Rykar’s hands settled on my shoulders, warm and steady. “Look at me.”
I couldn’t. The shame was too overwhelming.
“Maya.” His voice turned hard. “Look at me.”
I raised my gaze to his. His face was serious, but there was no accusation there, no judgment. Just that steady intensity that had drawn me to him from the beginning.
“You saved her,” he said quietly. “You didn’t doom her. You saved her.”
“How can you say that? If I hadn’t activated her systems—”
“If you hadn’t activated her systems, she would still be alone in the dark.” His voice was gentle but implacable. “She was failing, Maya. Her systems would have eventually shut down one by one.”
“But now—”
“Now she’s alive. Now she has purpose. Now she has a bond with not just one, but two people who care about her welfare, who fight for her autonomy.
” His hands moved to cup my face, thumbs brushing away tears I didn’t realize had been flowing.
“They may have manipulated you into finding her, but they couldn’t manipulate what happened after.
They couldn’t control the connection you built with her, or the way you’ve protected her interests, or the fact that you and I are bonded mates. ”

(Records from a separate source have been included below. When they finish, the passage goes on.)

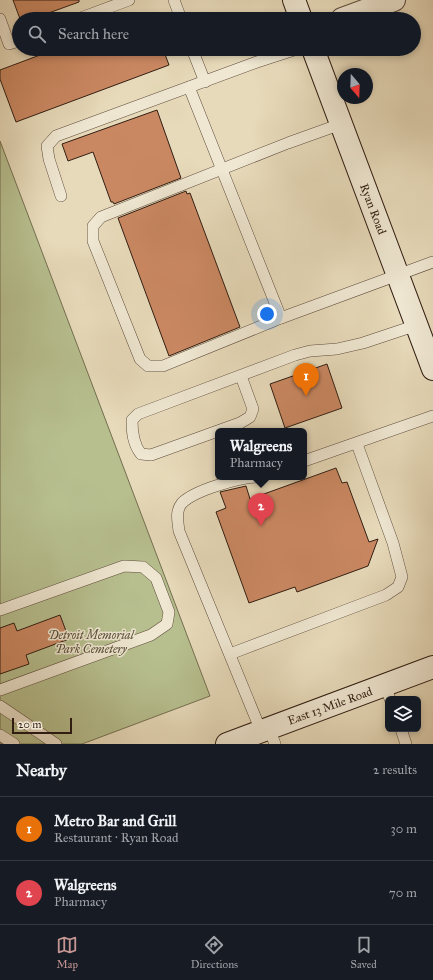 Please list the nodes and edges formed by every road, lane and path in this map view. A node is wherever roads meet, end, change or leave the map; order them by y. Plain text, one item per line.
1 (129, 0) edge
2 (174, 0) edge
3 (294, 0) edge
4 (394, 0) edge
5 (97, 12) edge
6 (178, 12) edge
7 (298, 12) edge
8 (361, 12) edge
9 (0, 19) edge
10 (12, 43) edge
11 (195, 56) edge
12 (276, 56) edge
13 (315, 56) edge
14 (204, 82) junction
15 (189, 87) junction
16 (341, 124) junction
17 (222, 170) junction
18 (61, 196) dead end
19 (433, 262) edge
20 (398, 275) junction
21 (281, 318) junction
22 (417, 325) junction
23 (431, 355) edge
24 (241, 376) junction
25 (433, 416) edge
26 (226, 428) edge
27 (215, 432) edge
28 (357, 444) junction
29 (307, 460) edge
30 (238, 480) edge
31 (0, 610) edge
32 (230, 654) junction
33 (433, 667) edge
34 (0, 690) edge
35 (388, 692) edge
36 (0, 706) edge
37 (402, 732) edge
38 (268, 734) edge
39 (0, 735) edge
40 (14, 744) edge
41 (56, 744) edge
42 (227, 744) edge
43 (406, 744) edge

1 - 5 lane
2 - 6 lane
3 - 7 main road
4 - 8 main road
9 - 10 lane
11 - 14 lane
12 - 14 lane
13 - 16 main road, Ryan Road
14 - 15 lane
15 - 17 lane
15 - 18 lane
16 - 17 lane
16 - 20 main road, Ryan Road
17 - 21 lane
17 - 21 lane
19 - 20 lane
20 - 21 lane
20 - 22 main road, Ryan Road
22 - 23 main road, Ryan Road
22 - 24 lane
24 - 26 lane
24 - 27 lane
25 - 28 lane
28 - 29 lane
28 - 32 lane
30 - 32 lane
31 - 34 lane
32 - 38 lane
33 - 35 main road, East 13 Mile Road
35 - 38 main road, East 13 Mile Road
36 - 41 lane
37 - 43 lane
38 - 42 main road, East 13 Mile Road
39 - 40 lane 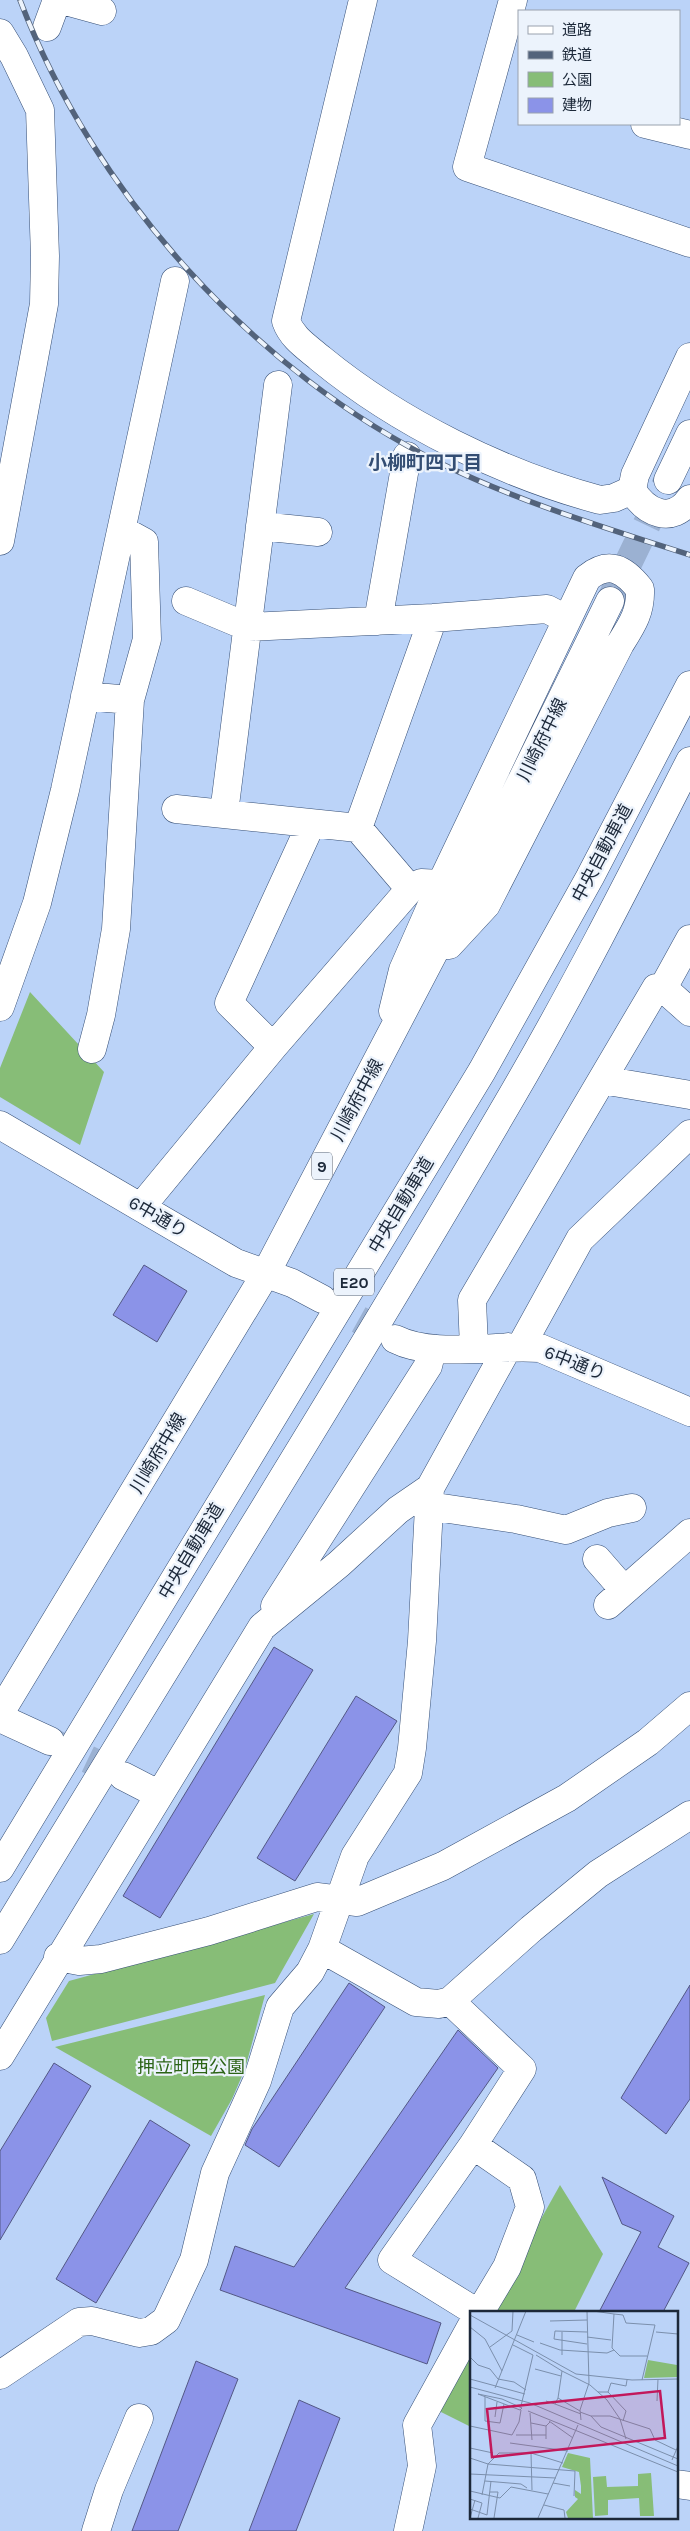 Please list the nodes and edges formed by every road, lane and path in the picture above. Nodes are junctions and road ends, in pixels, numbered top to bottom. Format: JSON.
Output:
{"nodes":[{"id":1,"x":57,"y":0,"type":"edge"},
{"id":2,"x":62,"y":0,"type":"edge"},
{"id":3,"x":363,"y":0,"type":"edge"},
{"id":4,"x":513,"y":0,"type":"edge"},
{"id":5,"x":102,"y":11,"type":"dead end"},
{"id":6,"x":47,"y":27,"type":"dead end"},
{"id":7,"x":0,"y":33,"type":"edge"},
{"id":8,"x":649,"y":125,"type":"edge"},
{"id":9,"x":690,"y":135,"type":"edge"},
{"id":10,"x":690,"y":243,"type":"edge"},
{"id":11,"x":175,"y":281,"type":"dead end"},
{"id":12,"x":690,"y":357,"type":"edge"},
{"id":13,"x":278,"y":385,"type":"dead end"},
{"id":14,"x":690,"y":434,"type":"edge"},
{"id":15,"x":407,"y":456,"type":"dead end"},
{"id":16,"x":668,"y":480,"type":"tunnel mouth"},
{"id":17,"x":632,"y":490,"type":"junction"},
{"id":18,"x":688,"y":508,"type":"edge"},
{"id":19,"x":260,"y":526,"type":"junction"},
{"id":20,"x":122,"y":530,"type":"junction"},
{"id":21,"x":318,"y":532,"type":"dead end"},
{"id":22,"x":0,"y":541,"type":"edge"},
{"id":23,"x":186,"y":601,"type":"dead end"},
{"id":24,"x":610,"y":601,"type":"tunnel mouth"},
{"id":25,"x":433,"y":618,"type":"junction"},
{"id":26,"x":566,"y":619,"type":"junction"},
{"id":27,"x":378,"y":620,"type":"junction"},
{"id":28,"x":248,"y":627,"type":"junction"},
{"id":29,"x":690,"y":685,"type":"edge"},
{"id":30,"x":85,"y":696,"type":"junction"},
{"id":31,"x":130,"y":700,"type":"junction"},
{"id":32,"x":690,"y":761,"type":"edge"},
{"id":33,"x":176,"y":809,"type":"dead end"},
{"id":34,"x":224,"y":813,"type":"junction"},
{"id":35,"x":311,"y":824,"type":"junction"},
{"id":36,"x":358,"y":828,"type":"junction"},
{"id":37,"x":441,"y":884,"type":"junction"},
{"id":38,"x":410,"y":889,"type":"junction"},
{"id":39,"x":690,"y":939,"type":"edge"},
{"id":40,"x":427,"y":968,"type":"junction"},
{"id":41,"x":663,"y":988,"type":"junction"},
{"id":42,"x":0,"y":1007,"type":"edge"},
{"id":43,"x":690,"y":1012,"type":"edge"},
{"id":44,"x":273,"y":1047,"type":"junction"},
{"id":45,"x":92,"y":1049,"type":"dead end"},
{"id":46,"x":381,"y":1056,"type":"junction"},
{"id":47,"x":602,"y":1080,"type":"junction"},
{"id":48,"x":690,"y":1095,"type":"edge"},
{"id":49,"x":0,"y":1125,"type":"edge"},
{"id":50,"x":690,"y":1134,"type":"edge"},
{"id":51,"x":141,"y":1207,"type":"junction"},
{"id":52,"x":266,"y":1273,"type":"junction"},
{"id":53,"x":322,"y":1299,"type":"tunnel mouth"},
{"id":54,"x":395,"y":1339,"type":"tunnel mouth"},
{"id":55,"x":515,"y":1347,"type":"junction"},
{"id":56,"x":474,"y":1348,"type":"junction"},
{"id":57,"x":432,"y":1350,"type":"junction"},
{"id":58,"x":690,"y":1412,"type":"edge"},
{"id":59,"x":430,"y":1497,"type":"junction"},
{"id":60,"x":632,"y":1508,"type":"dead end"},
{"id":61,"x":690,"y":1533,"type":"edge"},
{"id":62,"x":597,"y":1559,"type":"dead end"},
{"id":63,"x":262,"y":1627,"type":"junction"},
{"id":64,"x":690,"y":1706,"type":"edge"},
{"id":65,"x":0,"y":1713,"type":"edge"},
{"id":66,"x":0,"y":1718,"type":"edge"},
{"id":67,"x":50,"y":1742,"type":"tunnel mouth"},
{"id":68,"x":123,"y":1776,"type":"tunnel mouth"},
{"id":69,"x":158,"y":1794,"type":"junction"},
{"id":70,"x":690,"y":1815,"type":"edge"},
{"id":71,"x":0,"y":1868,"type":"edge"},
{"id":72,"x":338,"y":1900,"type":"junction"},
{"id":73,"x":0,"y":1940,"type":"edge"},
{"id":74,"x":322,"y":1949,"type":"junction"},
{"id":75,"x":58,"y":1957,"type":"junction"},
{"id":76,"x":450,"y":2001,"type":"junction"},
{"id":77,"x":0,"y":2056,"type":"edge"},
{"id":78,"x":473,"y":2145,"type":"junction"},
{"id":79,"x":476,"y":2311,"type":"edge"},
{"id":80,"x":479,"y":2311,"type":"edge"},
{"id":81,"x":470,"y":2329,"type":"edge"},
{"id":82,"x":0,"y":2375,"type":"edge"},
{"id":83,"x":139,"y":2418,"type":"dead end"},
{"id":84,"x":96,"y":2531,"type":"edge"},
{"id":85,"x":408,"y":2531,"type":"edge"}],
"edges":[{"from":1,"to":6,"type":"main road"},
{"from":2,"to":5,"type":"main road"},
{"from":3,"to":17,"type":"main road"},
{"from":4,"to":10,"type":"main road"},
{"from":7,"to":22,"type":"main road"},
{"from":8,"to":9,"type":"main road"},
{"from":11,"to":20,"type":"main road"},
{"from":12,"to":17,"type":"main road"},
{"from":13,"to":19,"type":"main road"},
{"from":14,"to":16,"type":"main road"},
{"from":15,"to":27,"type":"main road"},
{"from":17,"to":18,"type":"main road"},
{"from":19,"to":21,"type":"main road"},
{"from":19,"to":28,"type":"main road"},
{"from":20,"to":30,"type":"main road"},
{"from":20,"to":31,"type":"main road"},
{"from":23,"to":28,"type":"main road"},
{"from":24,"to":40,"type":"main road","name":"川崎府中線","number":"9"},
{"from":25,"to":26,"type":"main road"},
{"from":25,"to":27,"type":"main road"},
{"from":25,"to":36,"type":"main road"},
{"from":26,"to":37,"type":"main road"},
{"from":26,"to":40,"type":"main road"},
{"from":27,"to":28,"type":"main road"},
{"from":28,"to":34,"type":"main road"},
{"from":29,"to":71,"type":"main road","name":"中央自動車道","number":"E20"},
{"from":30,"to":31,"type":"main road"},
{"from":30,"to":42,"type":"main road"},
{"from":31,"to":45,"type":"main road"},
{"from":32,"to":73,"type":"main road","name":"中央自動車道","number":"E20"},
{"from":33,"to":34,"type":"main road"},
{"from":34,"to":35,"type":"main road"},
{"from":35,"to":36,"type":"main road"},
{"from":35,"to":44,"type":"main road"},
{"from":36,"to":38,"type":"main road"},
{"from":37,"to":38,"type":"main road"},
{"from":37,"to":46,"type":"main road"},
{"from":38,"to":44,"type":"main road"},
{"from":39,"to":41,"type":"main road"},
{"from":40,"to":46,"type":"main road","name":"川崎府中線","number":"9"},
{"from":41,"to":43,"type":"main road"},
{"from":41,"to":47,"type":"main road"},
{"from":44,"to":51,"type":"main road"},
{"from":46,"to":52,"type":"main road","name":"川崎府中線","number":"9"},
{"from":47,"to":48,"type":"main road"},
{"from":47,"to":56,"type":"main road"},
{"from":49,"to":51,"type":"main road","name":"6中通り"},
{"from":50,"to":55,"type":"main road"},
{"from":51,"to":52,"type":"main road","name":"6中通り"},
{"from":52,"to":53,"type":"main road","name":"6中通り"},
{"from":52,"to":65,"type":"main road","name":"川崎府中線","number":"9"},
{"from":54,"to":57,"type":"main road","name":"6中通り"},
{"from":55,"to":56,"type":"main road","name":"6中通り"},
{"from":55,"to":58,"type":"main road","name":"6中通り"},
{"from":55,"to":59,"type":"main road"},
{"from":56,"to":57,"type":"main road","name":"6中通り"},
{"from":57,"to":63,"type":"main road"},
{"from":59,"to":60,"type":"main road"},
{"from":59,"to":63,"type":"main road"},
{"from":59,"to":72,"type":"main road"},
{"from":61,"to":62,"type":"main road"},
{"from":63,"to":69,"type":"main road"},
{"from":64,"to":72,"type":"main road"},
{"from":66,"to":67,"type":"main road"},
{"from":68,"to":69,"type":"main road"},
{"from":69,"to":75,"type":"main road"},
{"from":70,"to":76,"type":"main road"},
{"from":72,"to":74,"type":"main road"},
{"from":72,"to":75,"type":"main road"},
{"from":74,"to":76,"type":"main road"},
{"from":74,"to":82,"type":"main road"},
{"from":75,"to":77,"type":"main road"},
{"from":76,"to":78,"type":"main road"},
{"from":78,"to":79,"type":"main road"},
{"from":78,"to":80,"type":"main road"},
{"from":81,"to":85,"type":"main road"},
{"from":83,"to":84,"type":"main road"}]}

I wanted to believe him, but the guilt was a crushing weight. “I was supposed to be a scientist. I was supposed to be objective, careful, ethical. Instead I was just a tool in someone else’s scheme.”
“Being used doesn’t make you complicit,” Rykar said firmly.
“You made every decision based on the information you had at the time. You approached first contact with respect and caution. You prioritized her wellbeing over your own safety. The fact that someone else had a hidden agenda doesn’t invalidate the choices you made. ”
“But if I had been more careful, if I had questioned the mission parameters more thoroughly—”
“Then they would have sent someone else. Someone who might not have cared about treating her as a sentient being rather than a piece of technology.” His thumbs continued their gentle movement across my cheekbones.
“Maya, do you really think anyone else would have fought as hard as you have to protect her? Do you think a different surveyor would have refused extraction, would have requested asylum, would have bonded with her on terms of mutual respect rather than dominance?”